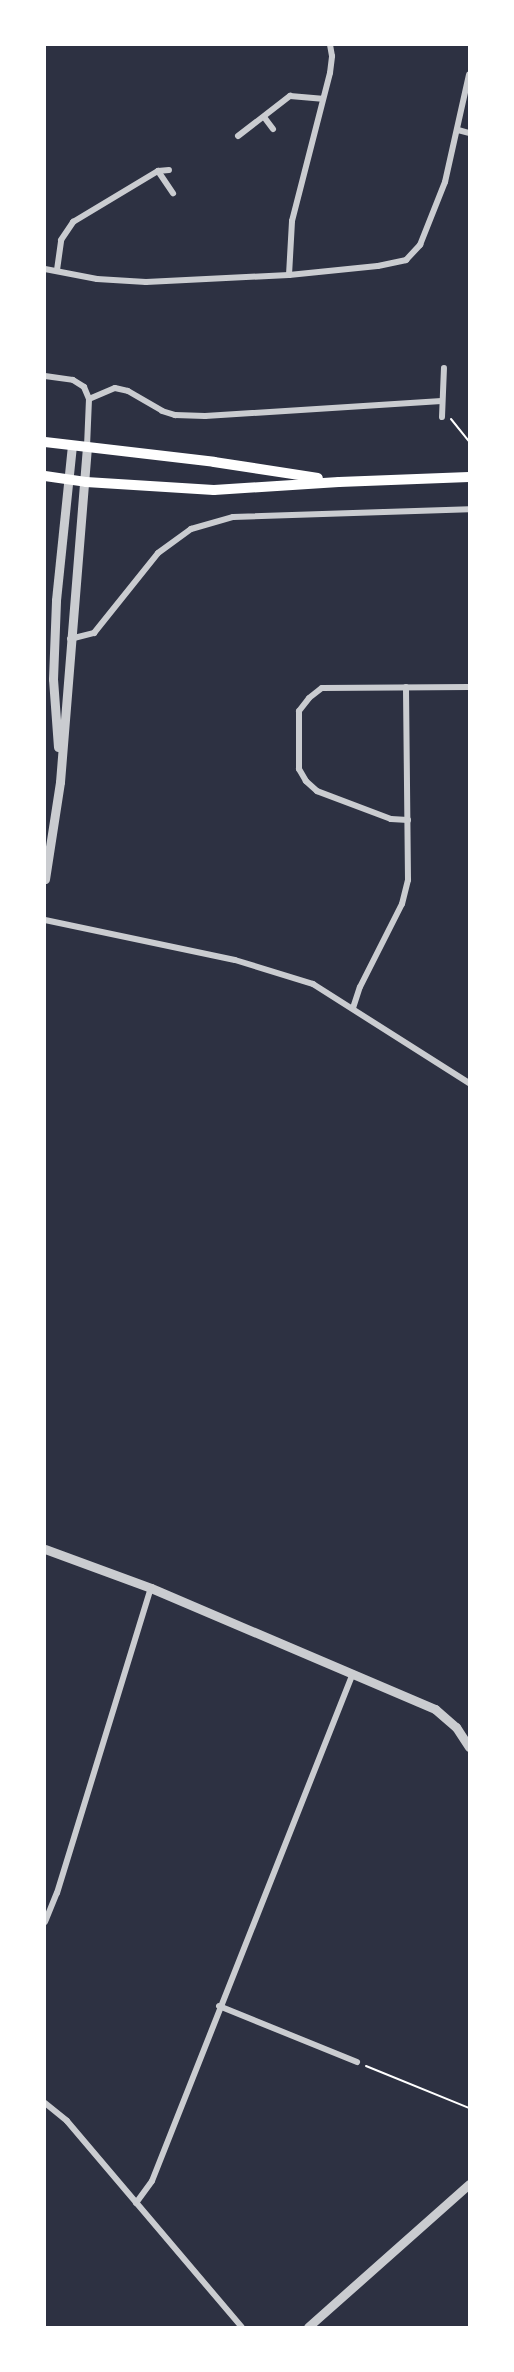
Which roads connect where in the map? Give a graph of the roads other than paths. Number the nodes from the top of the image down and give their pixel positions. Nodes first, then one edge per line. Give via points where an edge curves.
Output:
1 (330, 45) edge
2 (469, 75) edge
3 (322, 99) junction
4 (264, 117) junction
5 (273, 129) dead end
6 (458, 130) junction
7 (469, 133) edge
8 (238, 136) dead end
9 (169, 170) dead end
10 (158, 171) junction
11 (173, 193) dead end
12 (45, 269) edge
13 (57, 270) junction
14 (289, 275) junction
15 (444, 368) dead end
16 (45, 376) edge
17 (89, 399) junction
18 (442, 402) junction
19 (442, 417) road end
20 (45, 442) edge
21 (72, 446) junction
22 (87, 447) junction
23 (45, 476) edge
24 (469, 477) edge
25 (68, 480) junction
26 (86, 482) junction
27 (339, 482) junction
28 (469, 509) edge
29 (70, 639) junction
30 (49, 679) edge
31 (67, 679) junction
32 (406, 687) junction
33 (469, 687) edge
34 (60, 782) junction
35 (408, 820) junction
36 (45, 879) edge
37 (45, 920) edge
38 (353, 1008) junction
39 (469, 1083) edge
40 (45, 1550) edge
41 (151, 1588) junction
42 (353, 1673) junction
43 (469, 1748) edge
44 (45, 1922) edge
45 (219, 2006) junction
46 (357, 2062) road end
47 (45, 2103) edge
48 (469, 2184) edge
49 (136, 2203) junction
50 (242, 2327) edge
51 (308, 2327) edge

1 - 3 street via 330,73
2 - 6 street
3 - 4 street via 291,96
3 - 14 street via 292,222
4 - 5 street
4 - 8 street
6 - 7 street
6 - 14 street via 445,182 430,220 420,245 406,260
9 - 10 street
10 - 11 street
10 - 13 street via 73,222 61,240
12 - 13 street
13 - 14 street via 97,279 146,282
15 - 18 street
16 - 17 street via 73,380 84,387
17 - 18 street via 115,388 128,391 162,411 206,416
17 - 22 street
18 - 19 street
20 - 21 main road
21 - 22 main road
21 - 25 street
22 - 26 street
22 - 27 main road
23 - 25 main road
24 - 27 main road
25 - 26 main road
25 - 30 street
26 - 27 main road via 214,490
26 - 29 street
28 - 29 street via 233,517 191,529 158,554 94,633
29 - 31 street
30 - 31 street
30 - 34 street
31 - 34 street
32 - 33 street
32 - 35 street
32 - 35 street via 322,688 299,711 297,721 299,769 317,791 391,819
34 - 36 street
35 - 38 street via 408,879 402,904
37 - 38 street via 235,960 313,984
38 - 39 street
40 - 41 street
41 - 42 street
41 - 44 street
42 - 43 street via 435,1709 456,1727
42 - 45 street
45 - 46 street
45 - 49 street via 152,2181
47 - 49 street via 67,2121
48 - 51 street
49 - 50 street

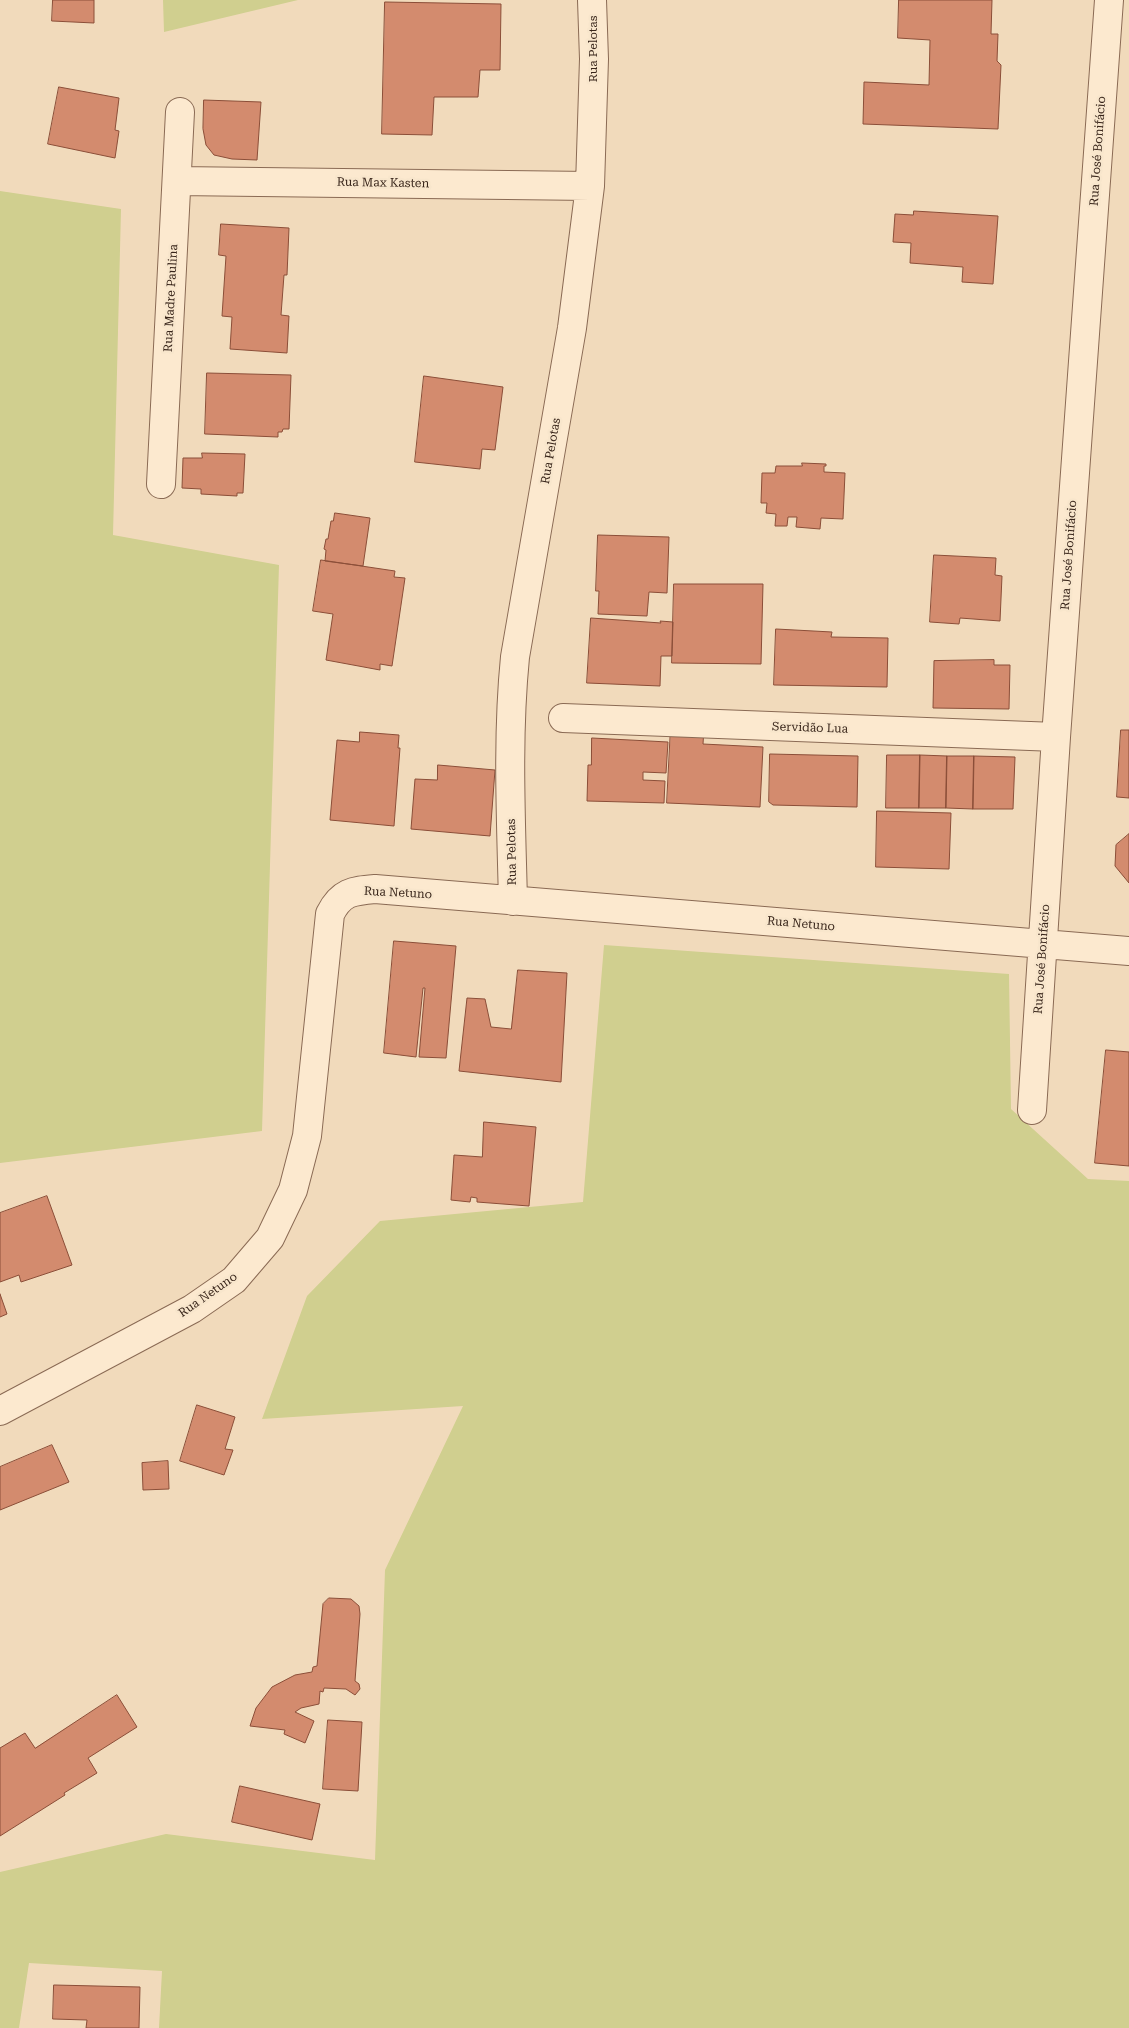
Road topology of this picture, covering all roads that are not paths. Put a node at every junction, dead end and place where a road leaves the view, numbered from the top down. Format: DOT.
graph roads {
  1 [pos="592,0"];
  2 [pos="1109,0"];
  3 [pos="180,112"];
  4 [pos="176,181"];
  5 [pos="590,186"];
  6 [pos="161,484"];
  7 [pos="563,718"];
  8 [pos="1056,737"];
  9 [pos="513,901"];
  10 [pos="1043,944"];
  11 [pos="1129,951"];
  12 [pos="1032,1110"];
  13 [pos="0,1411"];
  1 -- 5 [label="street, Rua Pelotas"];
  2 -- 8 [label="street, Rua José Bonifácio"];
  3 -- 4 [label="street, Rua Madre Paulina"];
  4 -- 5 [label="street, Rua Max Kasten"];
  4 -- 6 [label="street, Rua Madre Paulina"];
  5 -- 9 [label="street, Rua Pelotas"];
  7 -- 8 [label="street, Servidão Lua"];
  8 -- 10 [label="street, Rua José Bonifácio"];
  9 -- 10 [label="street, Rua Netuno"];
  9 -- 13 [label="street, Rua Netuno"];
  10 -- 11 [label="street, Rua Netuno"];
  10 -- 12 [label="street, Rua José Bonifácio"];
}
—————
▶ **What the task asks**
All lines in the records that contain "José" are to be copied and returned.

▶ **Expected answer**
  2 -- 8 [label="street, Rua José Bonifácio"];
  8 -- 10 [label="street, Rua José Bonifácio"];
  10 -- 12 [label="street, Rua José Bonifácio"];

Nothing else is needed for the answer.